[Collected data]

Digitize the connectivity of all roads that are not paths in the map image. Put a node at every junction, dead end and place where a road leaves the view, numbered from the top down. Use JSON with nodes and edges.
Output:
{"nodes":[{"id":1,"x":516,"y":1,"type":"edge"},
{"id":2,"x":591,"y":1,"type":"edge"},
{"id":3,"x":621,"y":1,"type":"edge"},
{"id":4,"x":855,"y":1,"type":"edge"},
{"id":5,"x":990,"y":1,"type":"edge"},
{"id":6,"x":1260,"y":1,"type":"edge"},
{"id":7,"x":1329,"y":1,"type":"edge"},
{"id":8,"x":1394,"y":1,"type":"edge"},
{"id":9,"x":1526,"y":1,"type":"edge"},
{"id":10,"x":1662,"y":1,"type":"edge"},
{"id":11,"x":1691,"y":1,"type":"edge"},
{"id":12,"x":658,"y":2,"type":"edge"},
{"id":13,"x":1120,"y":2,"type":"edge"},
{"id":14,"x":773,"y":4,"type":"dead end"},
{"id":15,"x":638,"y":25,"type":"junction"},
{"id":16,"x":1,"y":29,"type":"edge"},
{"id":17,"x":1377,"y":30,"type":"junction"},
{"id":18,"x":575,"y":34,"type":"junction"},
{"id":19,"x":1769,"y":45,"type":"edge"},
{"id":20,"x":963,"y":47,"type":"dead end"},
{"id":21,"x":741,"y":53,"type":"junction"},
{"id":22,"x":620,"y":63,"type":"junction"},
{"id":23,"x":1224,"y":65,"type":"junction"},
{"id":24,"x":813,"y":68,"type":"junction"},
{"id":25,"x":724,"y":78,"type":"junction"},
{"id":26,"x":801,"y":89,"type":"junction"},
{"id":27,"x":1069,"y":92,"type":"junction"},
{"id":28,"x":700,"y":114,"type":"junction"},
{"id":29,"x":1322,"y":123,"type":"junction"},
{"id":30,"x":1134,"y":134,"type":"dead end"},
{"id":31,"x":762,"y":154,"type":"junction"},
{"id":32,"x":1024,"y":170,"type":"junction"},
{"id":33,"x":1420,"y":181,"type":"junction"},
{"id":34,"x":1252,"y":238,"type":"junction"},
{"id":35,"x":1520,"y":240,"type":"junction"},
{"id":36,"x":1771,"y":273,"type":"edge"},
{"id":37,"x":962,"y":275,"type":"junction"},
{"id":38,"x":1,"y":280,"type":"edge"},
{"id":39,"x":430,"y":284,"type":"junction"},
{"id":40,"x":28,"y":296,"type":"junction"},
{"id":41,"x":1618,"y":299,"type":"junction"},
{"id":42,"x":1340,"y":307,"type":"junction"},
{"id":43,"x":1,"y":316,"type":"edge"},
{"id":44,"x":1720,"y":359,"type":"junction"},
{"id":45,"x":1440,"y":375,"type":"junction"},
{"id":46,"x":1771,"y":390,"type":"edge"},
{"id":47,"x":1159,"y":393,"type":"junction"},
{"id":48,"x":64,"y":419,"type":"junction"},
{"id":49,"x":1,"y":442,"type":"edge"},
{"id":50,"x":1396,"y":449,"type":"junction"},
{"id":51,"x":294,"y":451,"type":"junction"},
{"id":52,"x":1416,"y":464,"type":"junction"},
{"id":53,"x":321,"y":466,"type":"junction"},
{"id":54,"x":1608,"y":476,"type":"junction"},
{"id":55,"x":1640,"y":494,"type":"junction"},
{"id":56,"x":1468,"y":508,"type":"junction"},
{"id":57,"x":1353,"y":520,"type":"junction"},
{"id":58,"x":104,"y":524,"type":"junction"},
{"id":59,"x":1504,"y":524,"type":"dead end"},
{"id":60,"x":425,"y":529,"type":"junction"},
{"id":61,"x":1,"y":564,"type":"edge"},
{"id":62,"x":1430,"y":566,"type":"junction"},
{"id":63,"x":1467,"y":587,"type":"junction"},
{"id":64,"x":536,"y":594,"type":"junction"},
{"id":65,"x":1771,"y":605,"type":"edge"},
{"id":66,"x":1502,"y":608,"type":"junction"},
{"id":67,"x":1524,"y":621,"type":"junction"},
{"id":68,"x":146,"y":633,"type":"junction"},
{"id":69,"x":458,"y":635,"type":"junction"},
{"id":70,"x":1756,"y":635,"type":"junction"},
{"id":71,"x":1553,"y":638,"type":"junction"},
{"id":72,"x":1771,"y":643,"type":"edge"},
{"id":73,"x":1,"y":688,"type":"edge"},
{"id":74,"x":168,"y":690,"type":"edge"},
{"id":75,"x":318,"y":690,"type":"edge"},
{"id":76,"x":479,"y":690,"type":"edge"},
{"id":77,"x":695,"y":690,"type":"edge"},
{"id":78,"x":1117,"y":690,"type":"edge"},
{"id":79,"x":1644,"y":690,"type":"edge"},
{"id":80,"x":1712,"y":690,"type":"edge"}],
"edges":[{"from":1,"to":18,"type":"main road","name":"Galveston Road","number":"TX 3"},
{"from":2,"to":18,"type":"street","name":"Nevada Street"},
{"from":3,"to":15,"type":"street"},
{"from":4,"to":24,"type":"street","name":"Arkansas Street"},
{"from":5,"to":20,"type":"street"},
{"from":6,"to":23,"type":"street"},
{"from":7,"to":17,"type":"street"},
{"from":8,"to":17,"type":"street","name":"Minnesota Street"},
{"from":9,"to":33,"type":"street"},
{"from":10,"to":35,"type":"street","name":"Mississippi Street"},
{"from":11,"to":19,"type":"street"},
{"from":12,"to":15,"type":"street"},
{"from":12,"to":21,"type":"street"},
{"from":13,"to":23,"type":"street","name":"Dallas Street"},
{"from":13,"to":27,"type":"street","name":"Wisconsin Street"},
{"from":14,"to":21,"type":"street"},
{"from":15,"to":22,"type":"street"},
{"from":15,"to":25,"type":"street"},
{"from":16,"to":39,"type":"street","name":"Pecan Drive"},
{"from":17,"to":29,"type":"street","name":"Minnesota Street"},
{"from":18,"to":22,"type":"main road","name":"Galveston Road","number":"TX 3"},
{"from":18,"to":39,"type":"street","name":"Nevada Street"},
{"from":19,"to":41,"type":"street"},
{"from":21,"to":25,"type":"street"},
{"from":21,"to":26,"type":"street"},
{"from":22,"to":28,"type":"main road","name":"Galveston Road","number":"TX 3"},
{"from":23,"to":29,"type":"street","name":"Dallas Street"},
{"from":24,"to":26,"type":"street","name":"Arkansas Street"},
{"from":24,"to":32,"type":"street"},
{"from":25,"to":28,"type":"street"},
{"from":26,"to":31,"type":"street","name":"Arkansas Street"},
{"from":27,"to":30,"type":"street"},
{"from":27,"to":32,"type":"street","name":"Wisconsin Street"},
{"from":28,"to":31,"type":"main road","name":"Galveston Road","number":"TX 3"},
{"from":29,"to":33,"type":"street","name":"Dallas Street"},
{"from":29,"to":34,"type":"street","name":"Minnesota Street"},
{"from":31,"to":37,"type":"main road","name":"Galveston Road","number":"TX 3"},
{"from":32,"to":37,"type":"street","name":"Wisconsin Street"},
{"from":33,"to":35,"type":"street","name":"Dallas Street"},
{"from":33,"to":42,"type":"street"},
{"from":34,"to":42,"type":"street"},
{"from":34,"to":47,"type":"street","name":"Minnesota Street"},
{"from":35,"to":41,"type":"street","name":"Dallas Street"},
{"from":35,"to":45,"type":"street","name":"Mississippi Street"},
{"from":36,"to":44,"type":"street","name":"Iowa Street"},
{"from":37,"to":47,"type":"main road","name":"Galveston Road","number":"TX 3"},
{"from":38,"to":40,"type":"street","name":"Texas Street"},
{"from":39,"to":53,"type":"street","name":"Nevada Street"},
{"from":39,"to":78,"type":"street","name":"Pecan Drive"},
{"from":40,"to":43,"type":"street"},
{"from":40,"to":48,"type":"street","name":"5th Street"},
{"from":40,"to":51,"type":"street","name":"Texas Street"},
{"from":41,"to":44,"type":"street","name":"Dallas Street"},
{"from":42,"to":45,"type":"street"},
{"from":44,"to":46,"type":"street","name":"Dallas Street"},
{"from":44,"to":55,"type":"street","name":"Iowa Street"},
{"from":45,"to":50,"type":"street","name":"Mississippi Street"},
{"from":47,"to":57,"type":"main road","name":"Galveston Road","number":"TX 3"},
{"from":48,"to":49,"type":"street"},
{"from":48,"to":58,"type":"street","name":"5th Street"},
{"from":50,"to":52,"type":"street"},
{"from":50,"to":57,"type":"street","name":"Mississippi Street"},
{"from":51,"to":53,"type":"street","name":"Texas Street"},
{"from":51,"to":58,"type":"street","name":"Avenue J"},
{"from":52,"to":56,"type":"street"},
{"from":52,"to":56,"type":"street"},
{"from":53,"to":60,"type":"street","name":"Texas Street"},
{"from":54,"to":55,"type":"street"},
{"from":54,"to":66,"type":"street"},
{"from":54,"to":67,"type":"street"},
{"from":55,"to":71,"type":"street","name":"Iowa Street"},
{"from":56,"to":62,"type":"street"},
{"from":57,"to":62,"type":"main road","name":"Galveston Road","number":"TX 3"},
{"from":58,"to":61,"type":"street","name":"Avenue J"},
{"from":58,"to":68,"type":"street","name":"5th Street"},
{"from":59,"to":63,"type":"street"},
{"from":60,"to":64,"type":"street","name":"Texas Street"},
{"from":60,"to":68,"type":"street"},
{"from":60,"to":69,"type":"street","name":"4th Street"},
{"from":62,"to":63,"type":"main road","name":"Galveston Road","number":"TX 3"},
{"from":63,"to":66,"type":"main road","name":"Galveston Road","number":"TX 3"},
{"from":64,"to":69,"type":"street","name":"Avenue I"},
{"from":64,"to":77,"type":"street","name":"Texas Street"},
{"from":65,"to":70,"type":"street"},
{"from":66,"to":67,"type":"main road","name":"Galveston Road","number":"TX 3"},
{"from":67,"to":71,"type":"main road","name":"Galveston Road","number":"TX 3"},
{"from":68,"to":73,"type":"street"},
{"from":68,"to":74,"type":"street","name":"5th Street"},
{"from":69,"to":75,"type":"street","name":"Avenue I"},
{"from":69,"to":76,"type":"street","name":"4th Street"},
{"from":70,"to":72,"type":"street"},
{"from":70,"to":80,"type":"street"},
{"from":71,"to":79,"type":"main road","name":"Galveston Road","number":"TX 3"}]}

■ Exercise prompt ■
Each line above with the word "edges" must be returned.

■ Response below ■
Digitize the connectivity of all roads that are not paths in the map image. Put a node at every junction, dead end and place where a road leaves the view, numbered from the top down. Use JSON with nodes and edges.
"edges":[{"from":1,"to":18,"type":"main road","name":"Galveston Road","number":"TX 3"},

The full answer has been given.